If you’ve read the groundbreaking book The Naked Public Square, or ever plumbed the depths of the fine journal First Things, then you know what a powerful intellect and defender of the faith Fr. Richard John Neuhaus was.
On January 8th, Fr. Neuhaus, my dear friend and brother in Christ, succumbed to cancer.
His books and articles will inspire generations of serious Christian thinkers. But certainly one of his most important legacies will be the way he brought together orthodox believers-particularly evangelicals and Catholics-in order to begin to seek common ground, realizing that we were already experiencing the ecumenism of the trenches in the pro-life campaigns. And certainly, with the rising tide of radical atheism and radical Islam, the timing of Fr. Neuhaus’s work to strengthen the Church could not have been more providential.

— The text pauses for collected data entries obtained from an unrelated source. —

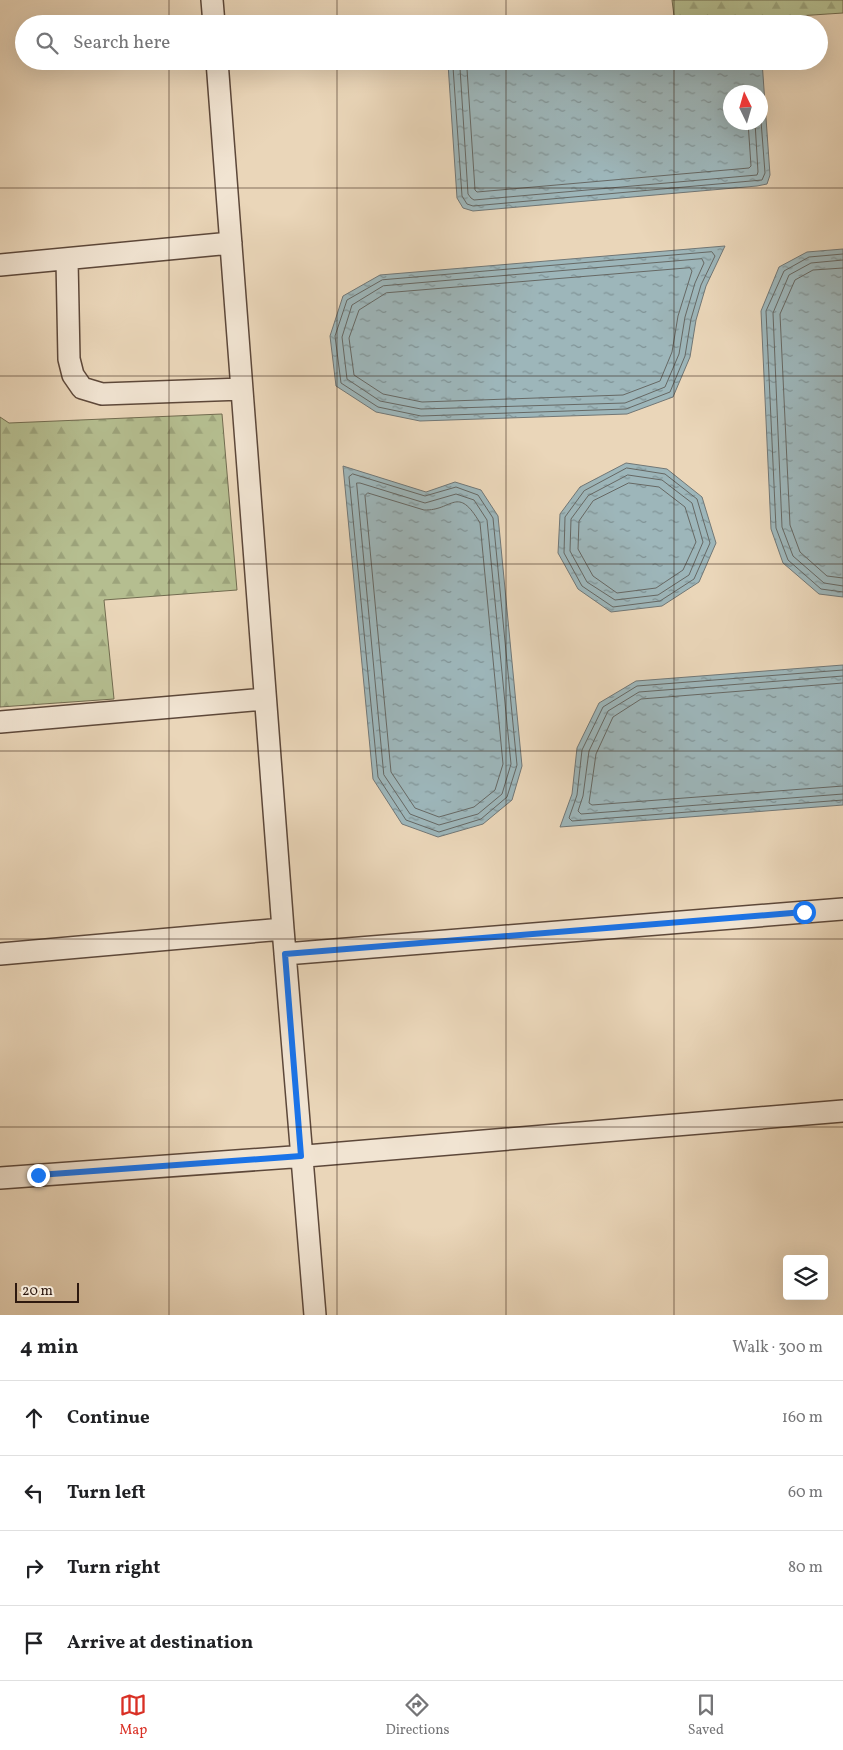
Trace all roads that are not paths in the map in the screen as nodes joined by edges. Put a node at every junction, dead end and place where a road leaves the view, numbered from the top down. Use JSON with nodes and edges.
{"nodes":[{"id":1,"x":212,"y":0,"type":"edge"},
{"id":2,"x":213,"y":15,"type":"edge"},
{"id":3,"x":218,"y":70,"type":"edge"},
{"id":4,"x":231,"y":244,"type":"junction"},
{"id":5,"x":67,"y":260,"type":"junction"},
{"id":6,"x":0,"y":265,"type":"edge"},
{"id":7,"x":242,"y":389,"type":"junction"},
{"id":8,"x":265,"y":699,"type":"junction"},
{"id":9,"x":0,"y":722,"type":"edge"},
{"id":10,"x":843,"y":909,"type":"edge"},
{"id":11,"x":282,"y":928,"type":"junction"},
{"id":12,"x":0,"y":954,"type":"edge"},
{"id":13,"x":285,"y":954,"type":"junction"},
{"id":14,"x":843,"y":1111,"type":"edge"},
{"id":15,"x":301,"y":1156,"type":"junction"},
{"id":16,"x":0,"y":1178,"type":"edge"},
{"id":17,"x":315,"y":1315,"type":"edge"}],
"edges":[{"from":1,"to":2,"type":"street"},
{"from":3,"to":4,"type":"street"},
{"from":4,"to":5,"type":"street"},
{"from":4,"to":7,"type":"street"},
{"from":5,"to":6,"type":"street"},
{"from":5,"to":7,"type":"street"},
{"from":7,"to":8,"type":"street"},
{"from":8,"to":9,"type":"street"},
{"from":8,"to":11,"type":"street"},
{"from":10,"to":13,"type":"street"},
{"from":11,"to":12,"type":"street"},
{"from":11,"to":13,"type":"street"},
{"from":13,"to":15,"type":"street"},
{"from":14,"to":15,"type":"street"},
{"from":15,"to":16,"type":"street"},
{"from":15,"to":17,"type":"street"}]}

That work began back in 1991, when Fr. Neuhaus invited evangelical and Catholic leaders to discuss what was almost open warfare between evangelicals and Catholics in South America-with both sides acting in ways that damaged the witness of Christianity.
From those meetings sprang a movement called Evangelicals and Catholics Together, or ECT. This was ecumenism-not ecumenism in the usual sense of reducing things to the lowest common denominator-but rather an open, frank, discussion about the essential truths of the Christian Faith.

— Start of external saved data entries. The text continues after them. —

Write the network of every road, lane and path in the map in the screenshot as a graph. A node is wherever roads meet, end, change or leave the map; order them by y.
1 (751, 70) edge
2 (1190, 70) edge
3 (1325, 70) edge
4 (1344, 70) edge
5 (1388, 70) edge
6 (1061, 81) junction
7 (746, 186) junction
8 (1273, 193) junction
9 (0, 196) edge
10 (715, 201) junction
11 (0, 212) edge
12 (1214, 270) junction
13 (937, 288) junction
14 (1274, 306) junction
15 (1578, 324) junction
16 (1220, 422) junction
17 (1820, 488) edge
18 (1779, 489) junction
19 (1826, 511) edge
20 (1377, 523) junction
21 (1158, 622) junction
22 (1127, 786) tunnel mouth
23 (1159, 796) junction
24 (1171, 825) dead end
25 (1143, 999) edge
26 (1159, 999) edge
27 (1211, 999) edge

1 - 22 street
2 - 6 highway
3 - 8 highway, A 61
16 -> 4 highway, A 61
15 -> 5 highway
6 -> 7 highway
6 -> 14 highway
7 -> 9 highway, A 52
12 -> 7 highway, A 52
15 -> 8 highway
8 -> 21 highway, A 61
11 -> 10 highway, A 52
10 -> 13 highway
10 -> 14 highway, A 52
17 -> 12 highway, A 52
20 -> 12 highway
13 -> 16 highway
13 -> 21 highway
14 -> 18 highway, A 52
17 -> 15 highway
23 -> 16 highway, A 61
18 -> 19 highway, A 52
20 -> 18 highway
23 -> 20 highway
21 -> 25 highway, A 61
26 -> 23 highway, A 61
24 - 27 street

Despite the initial uproar among many evangelicals and Catholics, Fr. Neuhaus and I pressed on and issued in 1997 what I believe was a groundbreaking statement “The Gift of Salvation.” In it, leading evangelicals and Catholics-including Bill Bright and Jim Packer-affirmed that justification is not earned by good works, but is the sole gift of God, conferred by Christ’s atoning death on the cross and faith in Him alone. It said, “We understand that what we here affirm is in agreement with what the Reformation traditions have meant by justification by faith alone (sola fide).”

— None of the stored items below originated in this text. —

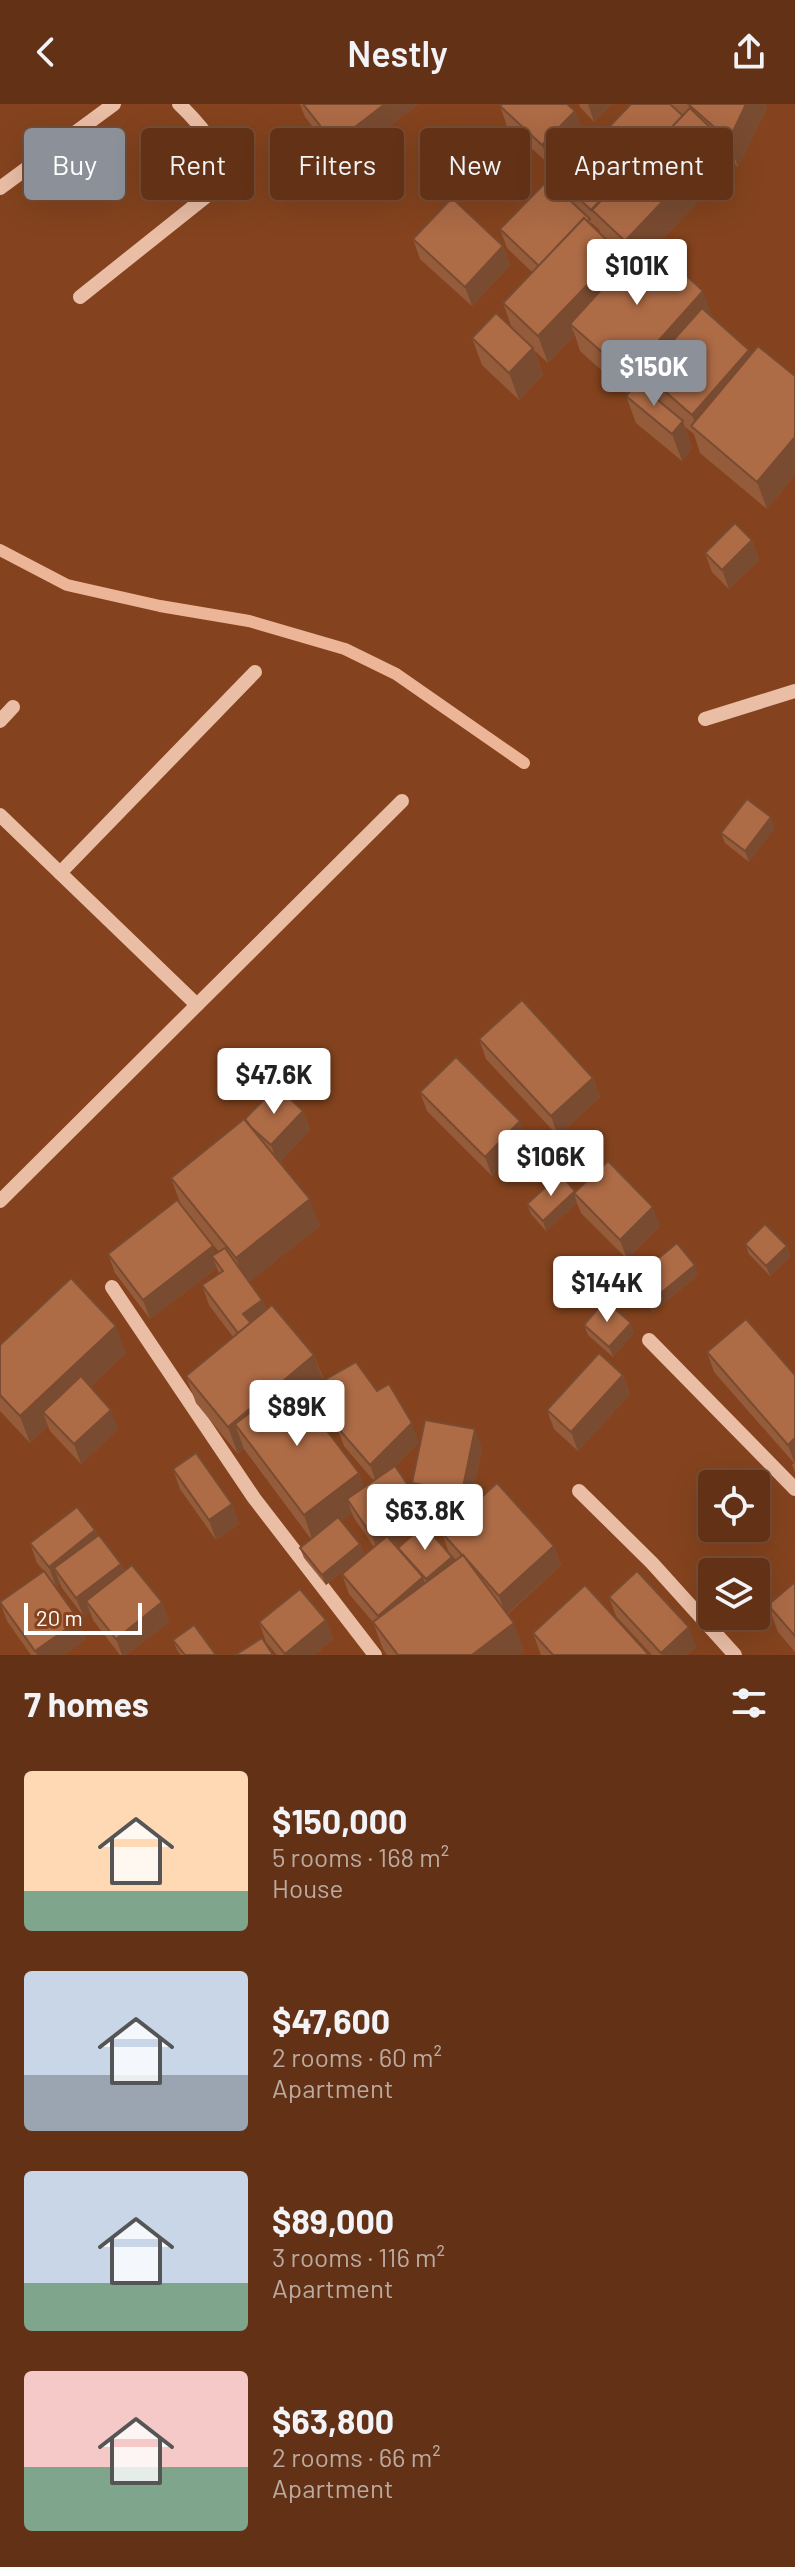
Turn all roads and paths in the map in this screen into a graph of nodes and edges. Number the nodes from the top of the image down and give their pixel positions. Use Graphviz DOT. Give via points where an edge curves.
graph roads {
  1 [pos="114,104"];
  2 [pos="179,104"];
  3 [pos="0,188"];
  4 [pos="80,297"];
  5 [pos="255,672"];
  6 [pos="795,691"];
  7 [pos="13,707"];
  8 [pos="705,719"];
  9 [pos="0,721"];
  10 [pos="402,801"];
  11 [pos="1,818"];
  12 [pos="60,873"];
  13 [pos="197,1005"];
  14 [pos="0,1201"];
  15 [pos="112,1287"];
  16 [pos="649,1340"];
  17 [pos="795,1489"];
  18 [pos="579,1491"];
  19 [pos="375,1655"];
  20 [pos="735,1655"];
  1 -- 3 [label="street"];
  2 -- 4 [label="street" via="225,163 228,179"];
  5 -- 12 [label="street"];
  6 -- 8 [label="street"];
  7 -- 9 [label="street"];
  10 -- 13 [label="street"];
  11 -- 12 [label="street"];
  12 -- 13 [label="street"];
  13 -- 14 [label="street"];
  15 -- 19 [label="street" via="254,1498"];
  16 -- 17 [label="street"];
  18 -- 20 [label="street"];
}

Cardinal Cassidy then took the document to Rome to teach it at the incoming synods before the Millennium.
Well, fast forward 11 years. Just last November at a papal audience, Pope Benedict made a remarkable statement, echoing “The Gift of Salvation.”
Here’s what the Pope said: “Luther’s expression ‘sola fide’ is true if faith is not opposed to charity, to love. Faith is to look at Christ, to entrust oneself to Christ, to be united to Christ, to be conformed to Christ . . . That is why,” the Pope said, “in the Letter to the Galatians, St. Paul develops above all his doctrine on justification; he speaks of faith that operates through charity.”
I don’t think the Church at large has yet comprehended the importance of the Pope’s words. It’s a statement that shows the emerging consensus between the church in Rome and evangelicals over the greatest single issue that brought about the Protestant Reformation.
Will 500 years of division come to an end soon? No. But at least we are now seeking the truth together.
And that, in a very important way, is the legacy of Richard John Neuhaus. May he enjoy his eternal reward. God bless you, my friend and brother.